Nonhomologous end joining (NHEJ) repairs chromosome breaks and must remain effective in the face of extensive diversity in broken end structures. We show here that this flexibility is often reliant on the ability to direct DNA synthesis across strand breaks, and that polymerase (Pol) µ and Pol λ are the only mammalian DNA polymerases that have this activity. By systematically varying substrate in cells, we show each polymerase is uniquely proficient in different contexts. The templating nucleotide is also selected differently, with Pol µ using the unpaired base adjacent to the downstream 5' phosphate even when there are available template sites further upstream of this position; this makes Pol µ more flexible but also less accurate than Pol λ. Loss of either polymerase alone consequently has clear and distinguishable effects on the fidelity of repair, but end remodeling by cellular nucleases and the remaining polymerase helps mitigate the effects on overall repair efficiency. Accordingly, when cells are deficient in both polymerases there is synergistic impact on NHEJ efficiency, both in terms of repair of defined substrates and cellular resistance to ionizing radiation. Pol µ and Pol λ thus provide distinct solutions to a problem for DNA synthesis that is unique to this pathway and play a key role in conferring on NHEJ the flexibility required for accurate and efficient repair.

Increased learning and brain long-term potentiation in aged mice lacking DNA polymerase µ.

A definitive consequence of the aging process is the progressive deterioration of higher cognitive functions. Defects in DNA repair mechanisms mostly result in accelerated aging and reduced brain function. DNA polymerase µ is a novel accessory partner for the non-homologous end-joining DNA repair pathway for double-strand breaks, and its deficiency causes reduced DNA repair. Using associative learning and long-term potentiation experiments, we demonstrate that Polµ(-/-) mice, however, maintain the ability to learn at ages when wild-type mice do not.
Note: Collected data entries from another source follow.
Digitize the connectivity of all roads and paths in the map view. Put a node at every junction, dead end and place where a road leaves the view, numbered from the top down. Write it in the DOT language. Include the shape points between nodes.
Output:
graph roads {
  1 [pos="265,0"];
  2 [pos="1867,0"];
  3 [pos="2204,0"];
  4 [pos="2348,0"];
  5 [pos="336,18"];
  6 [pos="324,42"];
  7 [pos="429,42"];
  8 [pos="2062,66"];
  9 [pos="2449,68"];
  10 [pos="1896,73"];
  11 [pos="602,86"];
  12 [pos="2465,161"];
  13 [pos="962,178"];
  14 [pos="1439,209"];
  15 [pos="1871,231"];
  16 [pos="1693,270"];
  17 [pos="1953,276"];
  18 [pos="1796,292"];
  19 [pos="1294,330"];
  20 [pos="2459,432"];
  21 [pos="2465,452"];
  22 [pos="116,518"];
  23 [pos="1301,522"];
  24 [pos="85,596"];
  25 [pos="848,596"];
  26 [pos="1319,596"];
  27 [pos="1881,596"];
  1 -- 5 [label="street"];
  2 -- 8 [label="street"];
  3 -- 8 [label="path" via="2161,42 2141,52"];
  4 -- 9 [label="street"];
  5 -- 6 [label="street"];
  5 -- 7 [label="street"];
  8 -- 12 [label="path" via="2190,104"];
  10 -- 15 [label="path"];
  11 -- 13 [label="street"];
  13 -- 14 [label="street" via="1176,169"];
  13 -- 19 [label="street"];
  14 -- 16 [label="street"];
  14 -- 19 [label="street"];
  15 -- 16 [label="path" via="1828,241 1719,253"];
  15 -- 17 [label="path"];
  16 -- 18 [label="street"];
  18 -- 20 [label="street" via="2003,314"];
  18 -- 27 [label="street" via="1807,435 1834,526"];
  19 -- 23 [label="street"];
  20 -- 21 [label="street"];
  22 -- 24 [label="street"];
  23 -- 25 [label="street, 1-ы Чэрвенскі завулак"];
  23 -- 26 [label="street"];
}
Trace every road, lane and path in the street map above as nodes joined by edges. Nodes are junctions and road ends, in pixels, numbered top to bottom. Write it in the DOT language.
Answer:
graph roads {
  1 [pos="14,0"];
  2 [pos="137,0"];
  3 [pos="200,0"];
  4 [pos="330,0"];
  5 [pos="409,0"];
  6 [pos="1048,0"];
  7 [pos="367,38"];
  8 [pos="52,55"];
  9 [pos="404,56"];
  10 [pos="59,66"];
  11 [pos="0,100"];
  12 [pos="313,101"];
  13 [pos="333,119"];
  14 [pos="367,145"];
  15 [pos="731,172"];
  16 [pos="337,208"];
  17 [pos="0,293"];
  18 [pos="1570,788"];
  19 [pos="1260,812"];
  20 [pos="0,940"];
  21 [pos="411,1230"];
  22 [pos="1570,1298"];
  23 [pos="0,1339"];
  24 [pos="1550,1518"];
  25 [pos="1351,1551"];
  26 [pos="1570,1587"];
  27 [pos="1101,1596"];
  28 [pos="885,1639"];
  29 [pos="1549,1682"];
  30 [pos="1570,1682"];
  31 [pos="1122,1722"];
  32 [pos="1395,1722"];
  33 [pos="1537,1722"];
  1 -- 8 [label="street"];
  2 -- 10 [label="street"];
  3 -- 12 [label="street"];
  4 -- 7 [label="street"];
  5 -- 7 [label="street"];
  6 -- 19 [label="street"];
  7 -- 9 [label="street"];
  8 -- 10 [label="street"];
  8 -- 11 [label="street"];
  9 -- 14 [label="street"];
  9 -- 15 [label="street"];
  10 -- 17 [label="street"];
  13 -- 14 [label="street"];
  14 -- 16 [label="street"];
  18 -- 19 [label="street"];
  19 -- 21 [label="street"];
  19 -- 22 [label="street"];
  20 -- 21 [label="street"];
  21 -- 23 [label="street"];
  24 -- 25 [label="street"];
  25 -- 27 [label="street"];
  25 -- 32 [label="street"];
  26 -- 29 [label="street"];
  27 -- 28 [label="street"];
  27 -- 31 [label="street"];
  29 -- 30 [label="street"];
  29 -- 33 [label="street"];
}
Expression and biochemical analyses suggest that brain aging is delayed in Polµ(-/-) mice, being associated with a reduced error-prone DNA oxidative repair activity and a more efficient mitochondrial function. This is the first example in which the genetic ablation of a DNA-repair function results in a substantially better maintenance of learning abilities, together with fewer signs of brain aging, in old mice.

DNA expansions generated by human Polµ on iterative sequences.

Polµ is the only DNA polymerase equipped with template-directed and terminal transferase activities. Polµ is also able to accept distortions in both primer and template strands, resulting in misinsertions and extension of realigned mismatched primer terminus. In this study, we propose a model for human Polµ-mediated dinucleotide expansion as a function of the sequence context. In this model, Polµ requires an initial dislocation, that must be subsequently stabilized, to generate large sequence expansions at different 5'-P-containing DNA substrates, including those that mimic non-homologous end-joining (NHEJ) intermediates. Our mechanistic studies point at human Polµ residues His(329) and Arg(387) as responsible for regulating nucleotide expansions occurring during DNA repair transactions, either promoting or blocking, respectively, iterative polymerization. This is reminiscent of the role of both residues in the mechanism of terminal transferase activity. The iterative synthesis performed by Polµ at various contexts may lead to frameshift mutations producing DNA damage and instability, which may end in different human disorders, including cancer or congenital abnormalities.